Chapter 10: The Costs of Physical Love

Every day, women put themselves at risk of infertility, illness, and death by having sex without protection against disease. There are more than twenty-three sexually transmissible diseases, with effects ranging from abdominal pain to death. This chapter examines three diseases that can be fatal: cervical cancer, which is primarily caused by human papillomavirus (HPV); pelvic inflammatory disease (PID), mainly caused by gonorrhea or chiamydia; and acquired immune deficiency syndrome (AIDS), which is caused by human immunodeficiency virus (HIV). The chapter also examines the difficulties we have in approaching the subject of safer sex; the government's inadequate approach to prevention; and some of the larger social forces that have slowed efforts to halt the spread of these diseases.

The next chapter suggests how we can bring up the subject of safe sex with our partners, discusses how to practice safer sex, and explains how the diseases discussed here can be detected and treated.

SUBSERVIENCE IN THE BEDROOM

One of the most powerful ways of feeling needed and wanted is to know that someone desires to touch and kiss us and to have sex with us.
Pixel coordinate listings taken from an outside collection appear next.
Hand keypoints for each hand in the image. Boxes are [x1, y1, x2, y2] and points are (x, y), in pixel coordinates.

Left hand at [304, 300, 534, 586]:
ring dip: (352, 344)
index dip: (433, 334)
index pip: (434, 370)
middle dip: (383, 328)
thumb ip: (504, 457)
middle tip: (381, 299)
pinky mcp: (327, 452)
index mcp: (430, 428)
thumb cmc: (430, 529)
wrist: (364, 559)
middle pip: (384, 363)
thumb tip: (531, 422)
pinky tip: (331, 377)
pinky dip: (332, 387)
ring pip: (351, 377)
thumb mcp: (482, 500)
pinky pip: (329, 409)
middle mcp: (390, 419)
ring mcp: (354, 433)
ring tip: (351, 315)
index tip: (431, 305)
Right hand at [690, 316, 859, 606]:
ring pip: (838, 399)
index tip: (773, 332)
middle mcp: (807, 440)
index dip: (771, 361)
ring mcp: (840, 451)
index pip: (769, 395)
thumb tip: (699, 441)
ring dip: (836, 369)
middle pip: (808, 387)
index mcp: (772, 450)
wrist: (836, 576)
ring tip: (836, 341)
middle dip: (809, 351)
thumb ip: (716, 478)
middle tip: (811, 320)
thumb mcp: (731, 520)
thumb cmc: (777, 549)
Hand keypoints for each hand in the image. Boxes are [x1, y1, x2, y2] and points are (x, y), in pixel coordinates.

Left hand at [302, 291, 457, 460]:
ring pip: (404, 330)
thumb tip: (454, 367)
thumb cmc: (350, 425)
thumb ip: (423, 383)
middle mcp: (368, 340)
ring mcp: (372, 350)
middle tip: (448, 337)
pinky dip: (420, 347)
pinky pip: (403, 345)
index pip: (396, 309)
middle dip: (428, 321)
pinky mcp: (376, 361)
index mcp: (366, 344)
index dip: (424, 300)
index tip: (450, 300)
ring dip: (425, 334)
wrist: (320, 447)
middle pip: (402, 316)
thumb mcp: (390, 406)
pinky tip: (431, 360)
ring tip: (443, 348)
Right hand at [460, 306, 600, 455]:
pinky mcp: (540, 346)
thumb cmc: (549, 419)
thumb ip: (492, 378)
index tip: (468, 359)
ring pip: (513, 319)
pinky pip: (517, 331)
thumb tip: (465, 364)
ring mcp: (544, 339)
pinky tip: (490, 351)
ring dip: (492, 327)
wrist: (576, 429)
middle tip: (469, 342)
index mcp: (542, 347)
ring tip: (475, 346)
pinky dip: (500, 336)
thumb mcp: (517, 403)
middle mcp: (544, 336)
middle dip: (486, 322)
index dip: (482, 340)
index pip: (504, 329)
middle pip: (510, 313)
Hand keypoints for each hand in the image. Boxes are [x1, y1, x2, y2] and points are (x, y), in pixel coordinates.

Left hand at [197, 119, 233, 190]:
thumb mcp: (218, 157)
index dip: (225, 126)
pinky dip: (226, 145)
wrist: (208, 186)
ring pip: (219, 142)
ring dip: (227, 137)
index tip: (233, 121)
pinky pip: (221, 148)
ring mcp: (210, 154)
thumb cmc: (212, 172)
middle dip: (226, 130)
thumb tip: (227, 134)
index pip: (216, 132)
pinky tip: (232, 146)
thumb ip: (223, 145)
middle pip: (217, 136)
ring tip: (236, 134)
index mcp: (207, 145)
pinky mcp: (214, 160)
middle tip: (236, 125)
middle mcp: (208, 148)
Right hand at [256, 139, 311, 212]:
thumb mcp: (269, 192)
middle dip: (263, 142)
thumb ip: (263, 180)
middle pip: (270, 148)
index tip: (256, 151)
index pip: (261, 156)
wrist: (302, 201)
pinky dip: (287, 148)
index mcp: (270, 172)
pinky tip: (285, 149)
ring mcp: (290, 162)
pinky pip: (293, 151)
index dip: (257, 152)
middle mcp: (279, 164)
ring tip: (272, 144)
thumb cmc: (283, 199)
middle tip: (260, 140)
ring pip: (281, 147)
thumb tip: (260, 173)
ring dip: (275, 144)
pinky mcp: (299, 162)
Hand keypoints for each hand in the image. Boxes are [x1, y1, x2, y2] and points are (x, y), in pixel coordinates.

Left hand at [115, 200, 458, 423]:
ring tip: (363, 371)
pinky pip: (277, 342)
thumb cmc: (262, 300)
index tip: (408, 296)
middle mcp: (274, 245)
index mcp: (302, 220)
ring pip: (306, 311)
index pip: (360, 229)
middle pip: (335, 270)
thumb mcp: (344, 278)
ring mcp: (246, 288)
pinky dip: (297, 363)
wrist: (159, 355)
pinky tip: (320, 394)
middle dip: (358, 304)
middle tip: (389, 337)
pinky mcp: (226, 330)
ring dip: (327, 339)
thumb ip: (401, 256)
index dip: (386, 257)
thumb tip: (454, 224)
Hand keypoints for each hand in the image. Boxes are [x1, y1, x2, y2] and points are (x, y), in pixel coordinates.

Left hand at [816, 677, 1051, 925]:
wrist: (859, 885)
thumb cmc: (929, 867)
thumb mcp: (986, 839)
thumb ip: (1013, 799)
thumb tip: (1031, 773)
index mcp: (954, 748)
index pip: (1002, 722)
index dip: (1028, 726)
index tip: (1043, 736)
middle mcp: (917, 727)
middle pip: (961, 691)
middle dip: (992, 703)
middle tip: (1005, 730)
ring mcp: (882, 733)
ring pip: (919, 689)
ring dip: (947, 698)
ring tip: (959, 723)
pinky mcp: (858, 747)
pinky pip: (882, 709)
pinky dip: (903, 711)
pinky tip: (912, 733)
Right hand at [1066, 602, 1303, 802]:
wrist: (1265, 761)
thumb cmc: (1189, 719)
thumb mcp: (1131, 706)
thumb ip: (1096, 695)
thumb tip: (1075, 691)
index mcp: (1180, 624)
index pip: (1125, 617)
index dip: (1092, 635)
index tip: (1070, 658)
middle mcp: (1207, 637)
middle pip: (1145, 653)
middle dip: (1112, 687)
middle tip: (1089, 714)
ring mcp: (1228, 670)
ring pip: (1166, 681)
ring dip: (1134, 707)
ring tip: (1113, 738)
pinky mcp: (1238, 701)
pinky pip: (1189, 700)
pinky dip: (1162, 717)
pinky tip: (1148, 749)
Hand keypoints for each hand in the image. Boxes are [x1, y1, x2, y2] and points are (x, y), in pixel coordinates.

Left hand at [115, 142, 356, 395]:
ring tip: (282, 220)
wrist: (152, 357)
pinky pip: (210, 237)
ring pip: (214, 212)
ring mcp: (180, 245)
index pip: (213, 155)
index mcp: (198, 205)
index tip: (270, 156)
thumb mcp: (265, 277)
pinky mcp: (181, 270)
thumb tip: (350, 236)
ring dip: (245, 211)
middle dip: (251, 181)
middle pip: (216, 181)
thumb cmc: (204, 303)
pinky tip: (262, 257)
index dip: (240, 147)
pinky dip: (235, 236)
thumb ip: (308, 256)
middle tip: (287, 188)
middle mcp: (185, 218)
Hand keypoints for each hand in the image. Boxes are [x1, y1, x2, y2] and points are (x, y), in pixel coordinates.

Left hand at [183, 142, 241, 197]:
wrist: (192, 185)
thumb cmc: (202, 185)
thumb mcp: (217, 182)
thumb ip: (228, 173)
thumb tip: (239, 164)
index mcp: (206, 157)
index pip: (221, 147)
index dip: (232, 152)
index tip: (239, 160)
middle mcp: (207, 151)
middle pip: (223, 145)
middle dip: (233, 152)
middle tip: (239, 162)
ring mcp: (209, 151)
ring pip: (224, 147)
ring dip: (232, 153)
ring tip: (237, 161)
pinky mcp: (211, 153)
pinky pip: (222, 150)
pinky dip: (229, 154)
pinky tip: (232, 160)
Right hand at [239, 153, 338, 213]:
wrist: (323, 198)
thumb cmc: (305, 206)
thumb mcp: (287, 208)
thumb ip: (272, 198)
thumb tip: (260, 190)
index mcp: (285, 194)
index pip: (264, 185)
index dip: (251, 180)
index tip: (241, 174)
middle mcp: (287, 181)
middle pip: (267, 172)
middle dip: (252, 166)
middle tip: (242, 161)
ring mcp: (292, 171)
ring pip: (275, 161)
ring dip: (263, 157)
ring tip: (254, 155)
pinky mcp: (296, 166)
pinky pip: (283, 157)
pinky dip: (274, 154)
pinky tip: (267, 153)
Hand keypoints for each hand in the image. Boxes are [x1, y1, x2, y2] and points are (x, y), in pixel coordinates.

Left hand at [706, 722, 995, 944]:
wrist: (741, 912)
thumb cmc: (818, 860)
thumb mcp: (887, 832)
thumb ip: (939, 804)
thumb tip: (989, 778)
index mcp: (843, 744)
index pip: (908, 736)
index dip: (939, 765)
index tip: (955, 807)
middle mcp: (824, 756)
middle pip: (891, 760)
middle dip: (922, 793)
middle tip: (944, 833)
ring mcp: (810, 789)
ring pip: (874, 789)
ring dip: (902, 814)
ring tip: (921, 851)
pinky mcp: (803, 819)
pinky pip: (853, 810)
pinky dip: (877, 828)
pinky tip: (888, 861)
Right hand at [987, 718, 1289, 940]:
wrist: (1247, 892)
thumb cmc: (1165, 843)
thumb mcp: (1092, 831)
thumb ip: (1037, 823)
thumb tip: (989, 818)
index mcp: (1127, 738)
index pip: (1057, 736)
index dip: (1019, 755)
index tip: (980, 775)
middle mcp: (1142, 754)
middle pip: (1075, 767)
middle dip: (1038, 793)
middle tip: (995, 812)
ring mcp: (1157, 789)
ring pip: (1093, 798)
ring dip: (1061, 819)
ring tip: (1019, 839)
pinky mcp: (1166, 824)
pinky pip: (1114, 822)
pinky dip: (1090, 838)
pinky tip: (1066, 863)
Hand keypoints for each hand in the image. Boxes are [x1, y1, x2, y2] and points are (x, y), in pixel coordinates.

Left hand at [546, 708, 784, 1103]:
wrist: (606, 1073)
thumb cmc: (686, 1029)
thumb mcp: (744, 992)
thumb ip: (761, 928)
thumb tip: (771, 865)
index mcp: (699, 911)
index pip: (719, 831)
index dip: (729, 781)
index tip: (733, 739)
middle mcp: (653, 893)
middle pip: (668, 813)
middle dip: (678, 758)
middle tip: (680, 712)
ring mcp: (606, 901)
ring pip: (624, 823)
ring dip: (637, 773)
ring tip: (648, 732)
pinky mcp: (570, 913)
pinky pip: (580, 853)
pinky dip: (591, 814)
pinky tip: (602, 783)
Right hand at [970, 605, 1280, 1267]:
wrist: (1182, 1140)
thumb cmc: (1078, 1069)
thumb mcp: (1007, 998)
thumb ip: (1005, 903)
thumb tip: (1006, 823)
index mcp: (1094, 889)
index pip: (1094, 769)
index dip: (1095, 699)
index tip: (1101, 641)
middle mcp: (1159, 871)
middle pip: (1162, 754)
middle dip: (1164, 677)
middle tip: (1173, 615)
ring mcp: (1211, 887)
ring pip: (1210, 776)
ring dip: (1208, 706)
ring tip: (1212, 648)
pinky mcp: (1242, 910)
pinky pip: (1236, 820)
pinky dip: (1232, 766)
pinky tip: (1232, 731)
Such physical affection is an affirmation that we are accepted and loved. For many of us, when a love relationship ends, the loss of physical intimacy is hard to bear. It is not surprising that we often find ourselves unwilling to jeopardize, alter, or delay an opportunity to feel loved through physical intimacy, even at the risk of our health: "[Our] sense of self becomes very much organized around being able to make and then to maintain affiliations and relationships. Eventually, for many women the threat of disruption of a relationship is perceived not as just a loss of a relationship but as something closer to a total loss of self."1

However, we are at a disadvantage in heterosexual love relationships because of the long tradition of male dominance. The right to dominate women is considered the essence of maleness in some societies. Also, some religious traditions, laws, and social mores still support the idea that our marital duty is to be sexually available to our husbands.

Being assertive, a traditionally "male" attribute, may seem most difficult or out of place in the bedroom, one of the last places where we still adhere to the traditional female ideal. Even when we habitually stand up for ourselves and deal honestly and directly with friends, as soon as we become sexually involved, our assertiveness often weakens. We lose our sense of who we are and what we want.

For example, one woman physician informally asked about a hundred of her female colleagues whether they had equal decision-making power in the bedroom. Ninety percent said no.3 Women physicians are among the most highly educated and well-paid women in the United States. They are accustomed to being assertive and to making crucial decisions. Their sexual subservience highlights women's deeply rooted habits and fears.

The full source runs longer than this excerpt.